Table of Contents >> Show >> Hide
- Why Clear Christmas Ornaments Work Shockingly Well
- Design Overview: How a Rolling BB-8 Usually Works
- Tools and Materials
- Step-by-Step: Build the Transparent Shell
- Build Option A: Display-First Transparent BB-8 (Fast, Cute, Low-Stress)
- Build Option B: Functional Rolling Transparent BB-8 (The Fun Nerd Version)
- Finishing Touches That Make It Look Like BB-8 (Not Just “A Clear Ball With Hopes”)
- Troubleshooting Guide (Because It’s Not a Real Build Until Something Wobbles)
- Real-World Build Experiences: What Makers Learn the Hard Way (So You Don’t Have To)
- Conclusion
BB-8 is basically a rolling beach ball with a head that refuses to commit. Which is exactly why a
transparent BB-8 build is so satisfying: you get the iconic silhouette and you can show off the
clever mechanics inside like it’s a tiny sci-fi museum exhibit you accidentally built at your kitchen table.
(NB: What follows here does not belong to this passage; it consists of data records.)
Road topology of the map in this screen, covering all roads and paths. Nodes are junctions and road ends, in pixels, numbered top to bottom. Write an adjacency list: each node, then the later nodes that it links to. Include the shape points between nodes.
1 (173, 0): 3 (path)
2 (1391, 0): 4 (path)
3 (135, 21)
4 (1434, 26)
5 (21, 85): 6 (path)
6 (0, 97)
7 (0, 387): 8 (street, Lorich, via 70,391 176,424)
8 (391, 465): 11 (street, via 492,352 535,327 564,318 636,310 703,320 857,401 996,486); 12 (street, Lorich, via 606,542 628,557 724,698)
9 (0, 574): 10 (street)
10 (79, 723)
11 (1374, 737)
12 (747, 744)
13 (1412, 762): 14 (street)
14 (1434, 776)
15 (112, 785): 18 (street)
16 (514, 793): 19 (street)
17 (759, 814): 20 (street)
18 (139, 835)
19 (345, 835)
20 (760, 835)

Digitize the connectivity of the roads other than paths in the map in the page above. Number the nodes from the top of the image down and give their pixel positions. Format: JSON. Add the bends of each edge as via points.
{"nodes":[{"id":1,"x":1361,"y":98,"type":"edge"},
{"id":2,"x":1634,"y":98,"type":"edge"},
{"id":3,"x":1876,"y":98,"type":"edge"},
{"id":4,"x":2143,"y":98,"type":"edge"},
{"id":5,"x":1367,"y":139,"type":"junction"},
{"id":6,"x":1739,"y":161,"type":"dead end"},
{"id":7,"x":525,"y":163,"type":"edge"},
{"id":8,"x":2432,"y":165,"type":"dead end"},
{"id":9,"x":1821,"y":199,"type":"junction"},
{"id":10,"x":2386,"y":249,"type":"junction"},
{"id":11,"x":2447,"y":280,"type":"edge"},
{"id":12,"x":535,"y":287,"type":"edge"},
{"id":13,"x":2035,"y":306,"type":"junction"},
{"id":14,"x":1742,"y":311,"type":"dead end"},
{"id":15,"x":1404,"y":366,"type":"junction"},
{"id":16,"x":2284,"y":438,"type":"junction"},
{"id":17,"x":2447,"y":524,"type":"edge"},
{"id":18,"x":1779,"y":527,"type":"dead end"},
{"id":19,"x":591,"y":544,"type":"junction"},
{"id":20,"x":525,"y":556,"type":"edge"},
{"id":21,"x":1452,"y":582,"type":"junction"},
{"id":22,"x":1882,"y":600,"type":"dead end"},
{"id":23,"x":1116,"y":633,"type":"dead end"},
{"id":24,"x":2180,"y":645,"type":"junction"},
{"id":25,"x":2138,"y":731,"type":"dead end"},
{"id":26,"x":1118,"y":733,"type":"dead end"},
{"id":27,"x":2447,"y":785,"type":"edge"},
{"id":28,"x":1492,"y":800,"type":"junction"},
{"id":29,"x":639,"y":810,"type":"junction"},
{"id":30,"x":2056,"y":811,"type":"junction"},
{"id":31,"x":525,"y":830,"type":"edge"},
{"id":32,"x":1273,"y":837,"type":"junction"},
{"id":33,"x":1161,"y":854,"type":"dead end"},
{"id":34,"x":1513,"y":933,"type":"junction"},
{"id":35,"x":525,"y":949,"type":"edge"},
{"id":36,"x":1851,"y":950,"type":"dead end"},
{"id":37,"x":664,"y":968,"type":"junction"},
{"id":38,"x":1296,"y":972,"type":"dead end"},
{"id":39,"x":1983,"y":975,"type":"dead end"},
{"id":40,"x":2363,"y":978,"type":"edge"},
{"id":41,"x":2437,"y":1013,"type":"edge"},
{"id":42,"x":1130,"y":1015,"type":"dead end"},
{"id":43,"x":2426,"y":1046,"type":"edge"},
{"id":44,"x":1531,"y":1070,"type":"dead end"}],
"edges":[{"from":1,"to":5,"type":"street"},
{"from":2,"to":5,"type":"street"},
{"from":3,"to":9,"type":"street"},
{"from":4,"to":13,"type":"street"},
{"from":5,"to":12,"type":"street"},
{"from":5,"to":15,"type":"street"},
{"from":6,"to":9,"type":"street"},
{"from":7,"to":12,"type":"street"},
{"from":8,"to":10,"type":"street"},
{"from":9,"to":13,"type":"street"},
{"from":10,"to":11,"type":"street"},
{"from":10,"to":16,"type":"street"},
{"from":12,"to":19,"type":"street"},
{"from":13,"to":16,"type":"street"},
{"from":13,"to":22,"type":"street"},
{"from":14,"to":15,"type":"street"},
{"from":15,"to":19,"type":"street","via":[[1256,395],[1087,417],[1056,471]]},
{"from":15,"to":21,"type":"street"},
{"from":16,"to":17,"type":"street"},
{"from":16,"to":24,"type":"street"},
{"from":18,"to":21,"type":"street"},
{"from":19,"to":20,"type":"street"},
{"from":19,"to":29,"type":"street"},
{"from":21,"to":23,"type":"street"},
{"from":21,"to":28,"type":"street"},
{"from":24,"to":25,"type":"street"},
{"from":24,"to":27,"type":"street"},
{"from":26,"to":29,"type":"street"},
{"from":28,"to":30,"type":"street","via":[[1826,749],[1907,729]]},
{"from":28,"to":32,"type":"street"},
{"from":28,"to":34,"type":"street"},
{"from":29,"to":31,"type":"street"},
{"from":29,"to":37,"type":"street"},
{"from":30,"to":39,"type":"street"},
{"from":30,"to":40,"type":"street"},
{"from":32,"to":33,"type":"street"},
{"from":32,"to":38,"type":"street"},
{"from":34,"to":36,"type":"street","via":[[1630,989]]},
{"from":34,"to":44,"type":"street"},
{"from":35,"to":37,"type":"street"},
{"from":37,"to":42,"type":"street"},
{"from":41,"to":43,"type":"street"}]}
The twist in this project is wonderfully practical: instead of hunting for pricey acrylic spheres, you can use
clear plastic Christmas ornaments as ready-made shells. One ornament becomes the dome “head,” the other
becomes the larger body sphere. It’s budget-friendly, widely available in the U.S., and delightfully on-theme:
a droid made from holiday décor is the kind of chaos BB-8 would support.
This guide walks you through two versions:
(1) a display-first transparent BB-8 (fast, fun, and low-risk), and
(2) a functional rolling build that borrows real DIY BB-8 engineering ideasinternal drive, magnetic head
coupling, stabilization, and optional Arduino control. Pick your level of “I enjoy debugging” accordingly.
Why Clear Christmas Ornaments Work Shockingly Well
Clear ornaments solve three hard problems in one swoop: they’re spherical, they’re lightweight, and they’re easy
to replace if you scratch one (because you absolutely will, at least once, while muttering “it’ll buff out”).
Makers have used ornament halves for BB-8 themed crafts for years, and the same concept scales up nicely when you
want a transparent shell that reveals the guts.
What to look for when shopping
- Two-piece “fillable” plastic ornaments (snap or twist seam). Easier access for an internal drivetrain.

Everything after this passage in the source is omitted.